From: Thomas DeWeese <Thomas.DeWeese@Kodak.com>
Date: Tue, 16 Sep 2003 17:28:00 -0400
To: www-svg@w3.org
Message-Id: <ED706809-E8B3-11D7-ADCB-000393B3CA5E@Kodak.com>

[redirected by dean@w3.org to ensure this feedback is
in this archive]

Hi all,

     I would like to submit my detailed feedback on the SVG Print 
Working Draft
of July 15, 2003.

Section 3.1.1

    My vote would be to define a 'virtual' transformation that was then
used for styling.  Natively implementing either approach 'natively'
would require a very SVG Print specific CSS engine but at least the
transformation approach leaves open a simple way to implement correct
behavior in existing implementations.  This would also avoid any
issues with CSS sibling selectors across pages.

Section 3.2

   The specification suggests using the fact that elements outside page
elements are rendered for every following page to implement a form of
'master pages'.  It occurs to me that often the master page changes
through the course of the document, title page, TOC, forward, body,
index, etc.  Is the intent that you 'hide' the previous master page by
say drawing a 'white' rectangle?  This seems problematic to me as
there may be cases where it is desirable to leave the background
transparent.

Section 3.3

    The last sentence says "should generate and set the outermost svg
element attribute streamable to 'true'", don't you want that be a
'must' for 1.2 content?  After all the page scoping for refs is a
hacked down version of this anyway.

    It would seem that if pageSet is supported content within a pageSet
but outside individual pages could be scoped for the pageSet.  This 
might
provide a good way to handle the need for changing master pages.

Section 3.5

    The example for a multi-page file uses the pageSet element which is
not referenced from SVG Print.  Is this intentional?

Section 4.2

    I think it would be a critical mistake for SVG Print to omit a
standard for bundling content for print.  This is a truly essential
piece for many printing scenarios.  I would strongly encourage the
working group to pick at least one bundling format that would be
mandatory and allow vendors to implement others that may be more
capable for certain use cases (as is done for images, and fonts).

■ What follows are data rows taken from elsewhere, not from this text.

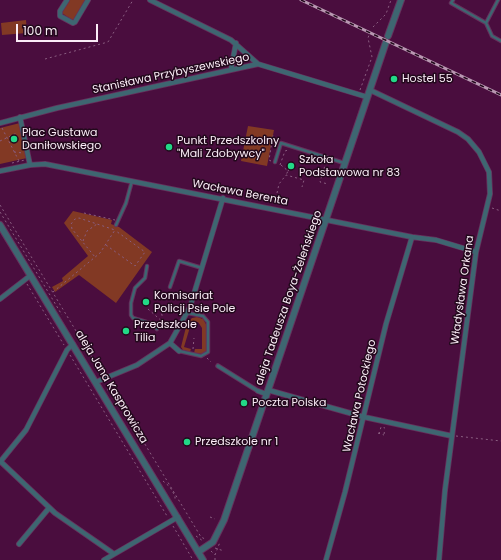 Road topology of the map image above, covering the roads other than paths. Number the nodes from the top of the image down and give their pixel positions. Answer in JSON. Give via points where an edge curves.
{"nodes":[{"id":1,"x":67,"y":0,"type":"edge"},
{"id":2,"x":88,"y":0,"type":"edge"},
{"id":3,"x":150,"y":0,"type":"edge"},
{"id":4,"x":401,"y":0,"type":"edge"},
{"id":5,"x":453,"y":0,"type":"edge"},
{"id":6,"x":498,"y":0,"type":"edge"},
{"id":7,"x":486,"y":23,"type":"junction"},
{"id":8,"x":501,"y":41,"type":"edge"},
{"id":9,"x":236,"y":43,"type":"junction"},
{"id":10,"x":258,"y":64,"type":"junction"},
{"id":11,"x":231,"y":69,"type":"junction"},
{"id":12,"x":370,"y":90,"type":"junction"},
{"id":13,"x":367,"y":97,"type":"junction"},
{"id":14,"x":20,"y":117,"type":"junction"},
{"id":15,"x":1,"y":125,"type":"edge"},
{"id":16,"x":275,"y":162,"type":"road end"},
{"id":17,"x":345,"y":163,"type":"junction"},
{"id":18,"x":30,"y":165,"type":"junction"},
{"id":19,"x":0,"y":171,"type":"edge"},
{"id":20,"x":132,"y":181,"type":"junction"},
{"id":21,"x":223,"y":198,"type":"junction"},
{"id":22,"x":326,"y":219,"type":"junction"},
{"id":23,"x":0,"y":225,"type":"edge"},
{"id":24,"x":116,"y":225,"type":"dead end"},
{"id":25,"x":412,"y":237,"type":"junction"},
{"id":26,"x":476,"y":252,"type":"junction"},
{"id":27,"x":147,"y":266,"type":"dead end"},
{"id":28,"x":203,"y":268,"type":"junction"},
{"id":29,"x":31,"y":275,"type":"junction"},
{"id":30,"x":170,"y":287,"type":"dead end"},
{"id":31,"x":0,"y":299,"type":"edge"},
{"id":32,"x":188,"y":313,"type":"junction"},
{"id":33,"x":157,"y":329,"type":"dead end"},
{"id":34,"x":73,"y":344,"type":"junction"},
{"id":35,"x":170,"y":344,"type":"junction"},
{"id":36,"x":179,"y":351,"type":"joint"},
{"id":37,"x":218,"y":366,"type":"dead end"},
{"id":38,"x":96,"y":382,"type":"junction"},
{"id":39,"x":258,"y":391,"type":"joint"},
{"id":40,"x":267,"y":392,"type":"junction"},
{"id":41,"x":364,"y":417,"type":"junction"},
{"id":42,"x":452,"y":436,"type":"junction"},
{"id":43,"x":0,"y":461,"type":"edge"},
{"id":44,"x":48,"y":508,"type":"junction"},
{"id":45,"x":178,"y":517,"type":"junction"},
{"id":46,"x":19,"y":544,"type":"dead end"},
{"id":47,"x":198,"y":552,"type":"junction"},
{"id":48,"x":114,"y":554,"type":"junction"},
{"id":49,"x":104,"y":560,"type":"edge"},
{"id":50,"x":203,"y":560,"type":"edge"},
{"id":51,"x":326,"y":560,"type":"edge"},
{"id":52,"x":438,"y":560,"type":"edge"}],
"edges":[{"from":1,"to":2,"type":"street","via":[[60,11],[60,16],[73,23]]},
{"from":3,"to":9,"type":"street"},
{"from":4,"to":12,"type":"street","name":"aleja Tadeusza Boya-Żeleńskiego"},
{"from":5,"to":7,"type":"lane","via":[[452,4]]},
{"from":6,"to":7,"type":"lane"},
{"from":7,"to":8,"type":"lane","via":[[492,36]]},
{"from":9,"to":10,"type":"street"},
{"from":9,"to":11,"type":"street"},
{"from":10,"to":11,"type":"street","name":"Stanisława Przybyszewskiego"},
{"from":10,"to":13,"type":"street","name":"Stanisława Przybyszewskiego"},
{"from":11,"to":14,"type":"street","name":"Stanisława Przybyszewskiego"},
{"from":12,"to":13,"type":"street","name":"aleja Tadeusza Boya-Żeleńskiego"},
{"from":12,"to":26,"type":"street","name":"Władysława Orkana","via":[[458,132],[479,152],[489,172],[490,194]]},
{"from":13,"to":17,"type":"street","name":"aleja Tadeusza Boya-Żeleńskiego"},
{"from":14,"to":15,"type":"street","name":"Stanisława Przybyszewskiego"},
{"from":14,"to":18,"type":"street"},
{"from":16,"to":17,"type":"lane","via":[[281,143]]},
{"from":17,"to":22,"type":"street","name":"aleja Tadeusza Boya-Żeleńskiego"},
{"from":18,"to":19,"type":"street","name":"Wacława Berenta"},
{"from":18,"to":20,"type":"street","name":"Wacława Berenta","via":[[45,164]]},
{"from":20,"to":21,"type":"street","name":"Wacława Berenta"},
{"from":20,"to":24,"type":"lane"},
{"from":21,"to":22,"type":"street","name":"Wacława Berenta"},
{"from":21,"to":28,"type":"street"},
{"from":22,"to":25,"type":"street","name":"Wacława Berenta"},
{"from":22,"to":40,"type":"street","name":"aleja Tadeusza Boya-Żeleńskiego"},
{"from":23,"to":29,"type":"street","name":"aleja Jana Kasprowicza"},
{"from":25,"to":26,"type":"street","name":"Wacława Berenta","via":[[436,240]]},
{"from":25,"to":41,"type":"street","name":"Wacława Potockiego","via":[[386,324]]},
{"from":26,"to":42,"type":"street","name":"Władysława Orkana"},
{"from":27,"to":33,"type":"lane","via":[[146,278],[135,288],[131,315],[133,318],[153,324]]},
{"from":28,"to":30,"type":"lane","via":[[179,260]]},
{"from":28,"to":32,"type":"street"},
{"from":29,"to":31,"type":"street"},
{"from":29,"to":34,"type":"street","name":"aleja Jana Kasprowicza"},
{"from":32,"to":35,"type":"street"},
{"from":32,"to":36,"type":"lane","via":[[203,316],[208,322],[208,352],[205,355]]},
{"from":34,"to":38,"type":"street","name":"aleja Jana Kasprowicza"},
{"from":34,"to":43,"type":"street","via":[[67,350],[26,430]]},
{"from":35,"to":36,"type":"street"},
{"from":35,"to":38,"type":"street","via":[[138,365]]},
{"from":37,"to":39,"type":"street"},
{"from":38,"to":45,"type":"street","name":"aleja Jana Kasprowicza"},
{"from":39,"to":40,"type":"street"},
{"from":40,"to":41,"type":"street"},
{"from":40,"to":47,"type":"street","name":"aleja Tadeusza Boya-Żeleńskiego","via":[[220,530],[213,542]]},
{"from":41,"to":42,"type":"street"},
{"from":41,"to":51,"type":"street","name":"Wacława Potockiego"},
{"from":42,"to":52,"type":"street","name":"Władysława Orkana"},
{"from":43,"to":44,"type":"street"},
{"from":44,"to":46,"type":"street"},
{"from":44,"to":48,"type":"street","via":[[76,530]]},
{"from":45,"to":47,"type":"street","name":"aleja Jana Kasprowicza"},
{"from":45,"to":48,"type":"street"},
{"from":47,"to":50,"type":"street","name":"aleja Jana Kasprowicza"},
{"from":48,"to":49,"type":"street"}]}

    I also think that bundling is at least potentially separable from
job control (at least in low to mid end use cases where generally
everything is printed one way).  Given your move to every page being
the same size this seems appropriate.

    It is also concerning that none of the proposals outlined allow for
the direct embedding of binary data (much of the bundled data is
likely to be binary data like raster images) or allow for seeking
(very important for desktop viewers), it is possible the Multiplex
MIME option could be made seekable by (mandating?) the inclusion of
'Content-Length:' attributes.

    Finally my vote for the bundling format would be a simple tar file
(perhaps containing gziped SVG content) as tar files are seekable and
streamable (otherwise zip would be my suggestion), can embed binary
data, represent a virtual file system (which greatly reduces 
'transcoding'
needs: "eye.jpg" -> "cid:foo") and the tools/libraries are widely 
available.

    The only major feature tar doesn't provide is the ability to
interleave data streams which is useful in some higher end cases but
some instances still must buffer the data (a JPEG printed 'upside
down' or rotated 90deg).

    It is really critical that at least one bundling format be manditory 
-
otherwise the standard simply does not promote interoperability.